The upshot: Developers behind this ill-conceived plan want permission from the U.S. Fish and Wildlife Service under the Endangered Species Act to put an estimated 90,000 new homes in the middle of the panther’s core range.
Used most widely in Florida, California and Texas, so-called “habitat conservation plans” promise to protect a portion of land as habitat in exchange for permission to develop massive tracts of land in locations where the Endangered Species Act and other conservation laws might otherwise restrict or guide development.
Unfortunately, many studies have raised concerns about how well HCPs actually protect endangered plants and animals.
For example, in a 2010 study published in the Ecology Law Quarterly, Jessica Owley, a University at Buffalo School of Law professor, assessed four HCPs in California to determine how effective they were in mitigating harm to endangered species.
She characterized her findings as “alarming.” Federal agencies often had trouble even finding the HCP conservation agreements. County offices charged with recording the HCP’s property restrictions often had inadequate records of what those restrictions actually required.
“Such uncertainty,” she wrote, “calls into question this method of environmental conservation.”

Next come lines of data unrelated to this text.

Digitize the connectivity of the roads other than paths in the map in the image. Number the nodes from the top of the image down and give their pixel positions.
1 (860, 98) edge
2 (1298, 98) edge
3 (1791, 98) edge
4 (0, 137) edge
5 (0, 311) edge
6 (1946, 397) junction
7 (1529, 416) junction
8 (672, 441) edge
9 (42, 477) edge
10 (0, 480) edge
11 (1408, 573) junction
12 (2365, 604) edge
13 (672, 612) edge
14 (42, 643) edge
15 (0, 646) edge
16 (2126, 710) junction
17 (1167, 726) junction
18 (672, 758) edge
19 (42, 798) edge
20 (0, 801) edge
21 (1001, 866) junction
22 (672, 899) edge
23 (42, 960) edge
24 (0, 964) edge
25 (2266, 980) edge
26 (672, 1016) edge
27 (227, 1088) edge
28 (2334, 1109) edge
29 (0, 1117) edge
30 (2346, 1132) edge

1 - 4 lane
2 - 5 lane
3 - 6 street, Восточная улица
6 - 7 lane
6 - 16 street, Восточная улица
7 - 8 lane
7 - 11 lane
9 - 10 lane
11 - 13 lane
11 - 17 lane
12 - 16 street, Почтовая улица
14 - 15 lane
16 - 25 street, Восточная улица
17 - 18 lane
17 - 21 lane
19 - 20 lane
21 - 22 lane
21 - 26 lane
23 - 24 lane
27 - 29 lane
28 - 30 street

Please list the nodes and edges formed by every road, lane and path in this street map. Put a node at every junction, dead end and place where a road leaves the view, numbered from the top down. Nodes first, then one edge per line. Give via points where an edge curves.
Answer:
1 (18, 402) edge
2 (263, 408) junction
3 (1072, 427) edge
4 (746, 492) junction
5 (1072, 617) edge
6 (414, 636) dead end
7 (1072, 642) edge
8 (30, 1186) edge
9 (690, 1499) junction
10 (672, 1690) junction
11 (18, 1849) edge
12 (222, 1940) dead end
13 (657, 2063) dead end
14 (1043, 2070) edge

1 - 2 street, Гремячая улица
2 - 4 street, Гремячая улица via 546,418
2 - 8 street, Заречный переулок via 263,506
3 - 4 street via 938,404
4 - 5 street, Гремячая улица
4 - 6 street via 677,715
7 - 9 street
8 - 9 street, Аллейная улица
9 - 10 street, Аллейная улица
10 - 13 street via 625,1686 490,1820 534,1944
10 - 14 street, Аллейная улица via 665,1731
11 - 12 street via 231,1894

Sadly, what she found in California is hardly an isolated problem. As land development evolves, local, state and federal agencies rarely have the time, staff or money to accurately assess whether HCPs’ promises of endangered species protections are ever carried out.
In the case of the proposed Collier County HCP, the problem is made worse by the fact that the land the developers would set aside is fragmented and would continue to be used for agriculture, development and oil and gas exploration..
Given that scientists tell us the panther cannot afford to lose even a single acre, the fact that the HCP would “preserve” some of the land while developing the rest is likely to slow progress that state and federal agencies have painstakingly made toward recovering the panther and may even undermine its continued survival.
For example, the current federal recovery plan states the Service will consider delisting the panther when three populations of at least 240 individuals each have been established and sufficient habitat to support these populations is secured. This proposal makes that goal much more difficult to accomplish.
The proposed HCP assures ongoing sprawl into the Sunshine State’s ever-dwindling wild areas and offers little in return for Florida’s incredible wildlife.
The plan simply isn’t good enough for Florida’s endangered panthers or the majority of Floridians, who care deeply about preserving the state’s ever-more-endangered environmental heritage.
Jaclyn Lopez is Florida director for the Center for Biological Diversity.